Updates and patching
: games stay current through Steam.
Friends lists and community features
: social gravity keeps people in one place.
Achievements, cloud saves, workshop mods
: extra value that doesn’t travel cleanly.
The BBC report cites data from
VG Insights
indicating that
over 19,000 games were released on Steam in 2025
, generating
$11.7bn (£8.6bn) in revenue
Those numbers illustrate why Steam is attractive to developers — but they also underline the core competition concern: when one platform is that large, it can influence norms across an industry.
Lock-in isn’t always malicious — but it changes the bargaining power
A key concept behind the claim is “lock-in”. In technology markets, lock-in doesn’t require a contract. It can be the result of accumulated convenience.
Once you’ve built up a Steam library, the “cost” of moving is not just money — it’s fragmentation:
You might have to manage multiple launchers.
Your friend network might not move.
Your add-ons, mods, or saves might not transfer.
If the claim is right that Steam’s rules restrict publishers from offering lower prices elsewhere, then lock-in becomes more than a personal preference — it becomes part of a market structure that can keep prices elevated.
On the flip side, platforms will argue that standardisation is what makes the PC ecosystem usable.
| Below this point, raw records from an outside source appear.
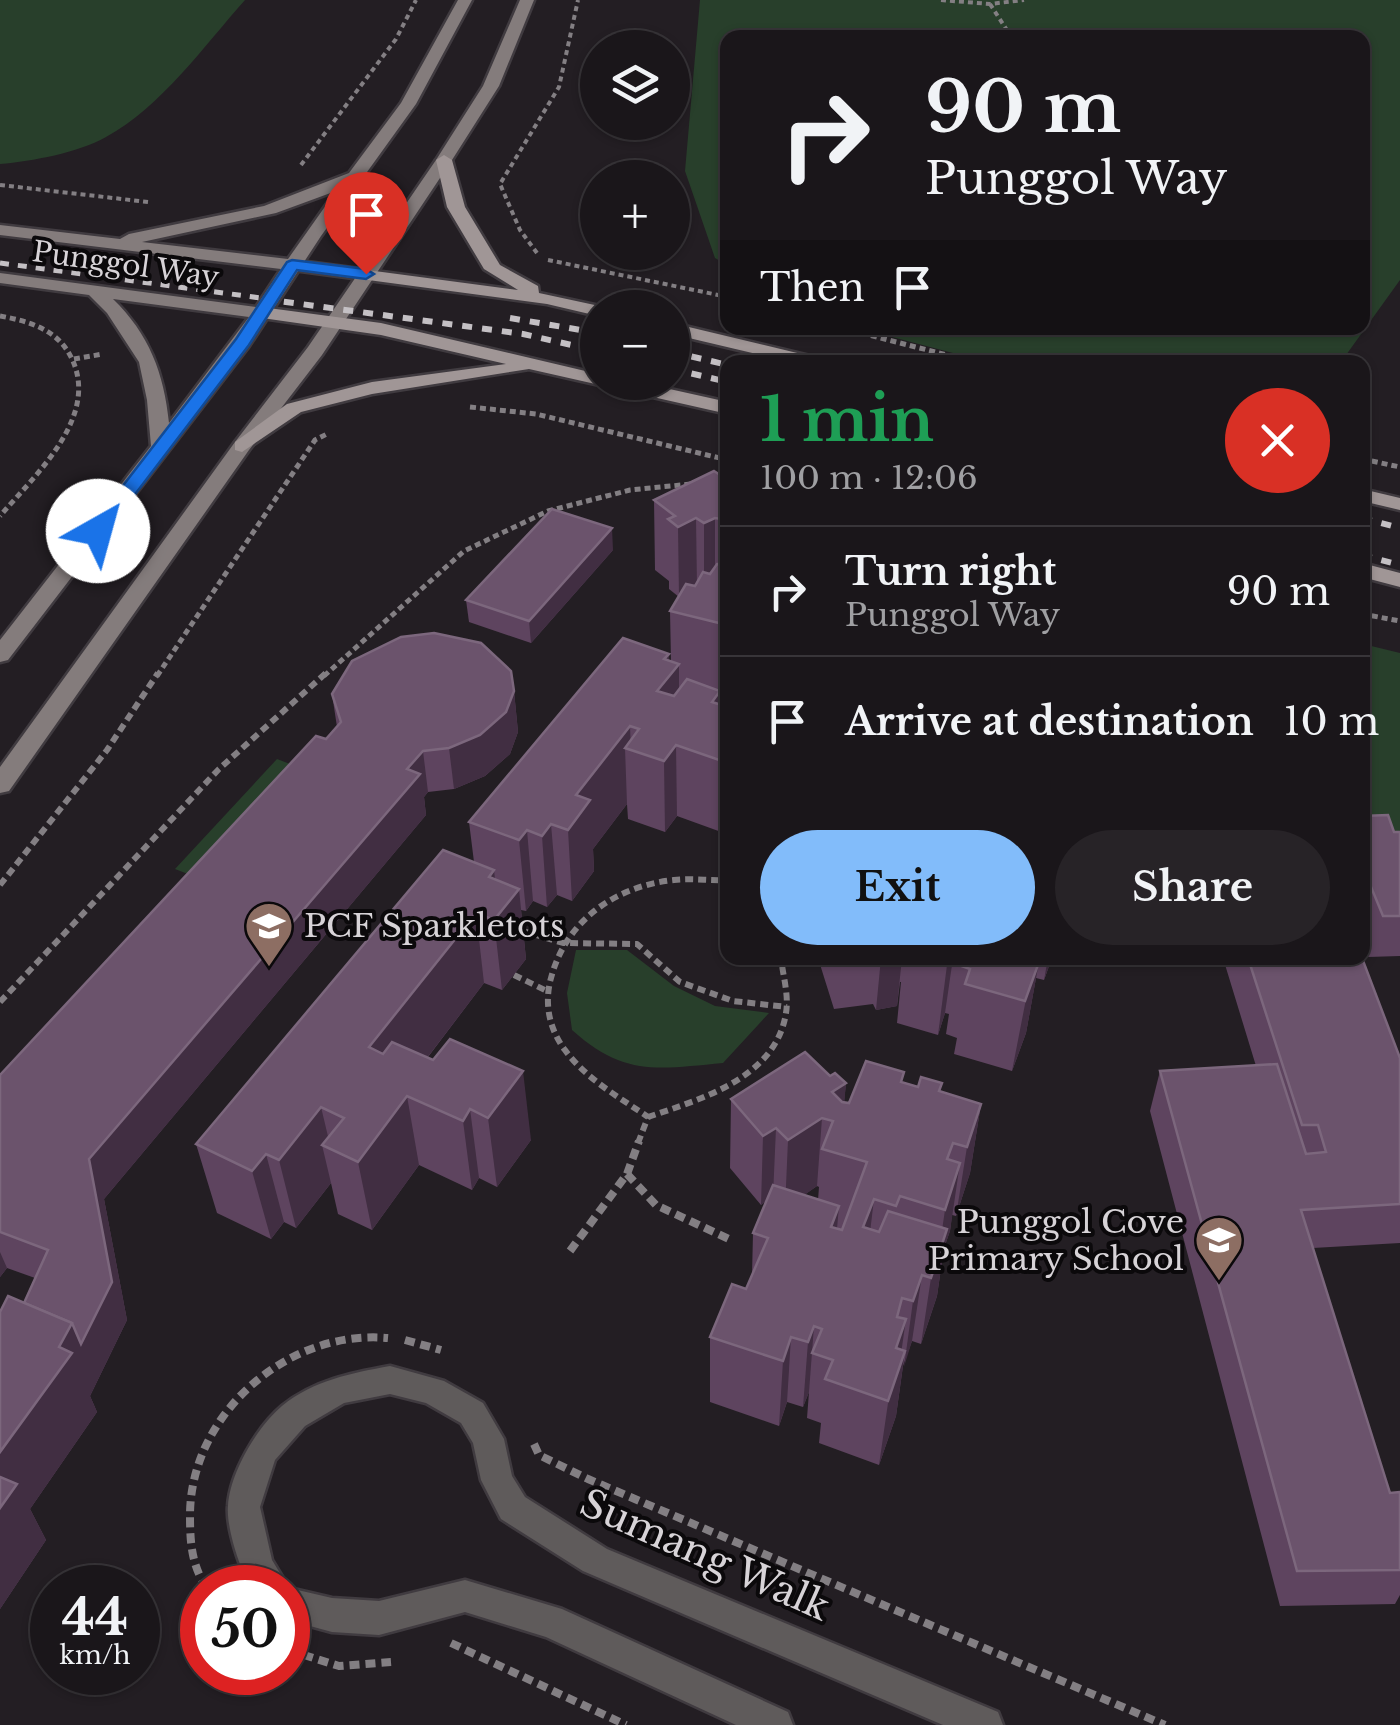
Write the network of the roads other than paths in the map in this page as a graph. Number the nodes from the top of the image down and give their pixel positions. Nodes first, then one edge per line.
1 (464, 0) edge
2 (527, 0) edge
3 (444, 160) junction
4 (357, 174) junction
5 (0, 230) edge
6 (104, 243) junction
7 (292, 265) junction
8 (366, 274) junction
9 (0, 278) edge
10 (94, 290) junction
11 (547, 299) junction
12 (580, 306) edge
13 (261, 313) junction
14 (334, 322) junction
15 (690, 332) edge
16 (782, 355) edge
17 (535, 366) junction
18 (580, 376) edge
19 (690, 400) edge
20 (720, 406) edge
21 (242, 446) junction
22 (162, 450) junction
23 (1370, 498) edge
24 (1400, 504) edge
25 (1370, 572) edge
26 (1400, 580) edge
27 (0, 655) edge
28 (0, 785) edge
29 (257, 1565) edge
30 (310, 1610) edge
31 (775, 1725) edge
32 (985, 1725) edge

1 - 4 main road
2 - 3 main road
3 - 8 main road
3 - 11 main road
4 - 6 main road
4 - 7 main road
5 - 6 main road, Punggol Way
6 - 7 main road, Punggol Way
7 - 8 main road, Punggol Way
7 - 13 main road
8 - 11 main road, Punggol Way
8 - 14 main road
9 - 10 main road, Punggol Way
10 - 13 main road, Punggol Way
10 - 22 main road
11 - 12 main road, Punggol Way
13 - 14 main road, Punggol Way
13 - 22 main road
14 - 17 main road, Punggol Way
14 - 21 main road
15 - 16 main road
17 - 18 main road, Punggol Way
17 - 21 main road
19 - 20 main road
21 - 28 main road
22 - 27 main road
23 - 24 main road
25 - 26 main road
29 - 32 street, Sumang Walk
30 - 31 street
Steam provides a stable distribution method, fraud prevention, refunds infrastructure, and global reach. The difficult policy question is:
when does “platform convenience” cross into anti-competitive constraint?
What this could mean for game publishers and rival stores
If the case eventually succeeds, the implications could extend beyond compensation.
Competition law remedies can be messy, but the broad directions often include:
Changes to platform terms
(what publishers are allowed to do on other stores).
Requirements around pricing parity clauses
(if such clauses are found to exist or be restrictive).
Pressure on commissions
(directly or indirectly through increased competition).
Rival PC storefronts — whether run by large tech companies or smaller publishers — tend to compete through:
Lower platform fees.
Timed exclusives.
Discounting or giveaways.
But those tactics only work if publishers can freely set different prices and release plans across platforms. That’s why the allegation about restrictive terms is central.
Hardware moves: Steam Deck and the “Steam Machine” idea
Valve has also expanded beyond software.
The BBC notes that Valve released the
Steam Deck
in
2022
, a handheld gaming computer designed to play Steam games on the go. Hardware can deepen a platform ecosystem because it makes Steam not just a store, but the default operating environment.
The report also says Valve has
recently announced
it is releasing a new console positioned as a rival to Nintendo, Xbox and PlayStation in the
Steam Machine
— designed to let gamers play PC games on their TV.
Whether that device succeeds commercially or not, the direction is clear: Valve is pushing to make Steam a living-room platform as well as a desktop one. As platforms expand across devices, competition questions become more urgent because lock-in becomes multi-surface.
What happens next in the UK case
The tribunal’s decision means the lawsuit survives an early gatekeeping stage. That does not mean Valve has “lost”. It means the case is now on a track where evidence and arguments can be tested more fully.
Next steps typically include:
Detailed disclosure and expert economic analysis.
Arguments over how the “class” of affected users is defined.
Eventually, a substantive hearing on whether Valve’s conduct amounts to an abuse of dominance and whether it caused higher prices.
There is also a
separate consumer action in the US
, filed in August 2024, which suggests scrutiny of Steam’s business model is not confined to one jurisdiction.
Bottom line
Steam’s dominance has been built on two decades of distribution, community, and convenience — but the same forces that make it a great platform can also make competition weaker. The UK’s £656m collective action will test whether Valve’s rules and commissions are simply the cost of running a trusted marketplace, or whether they have crossed the line into keeping prices artificially high for millions of players.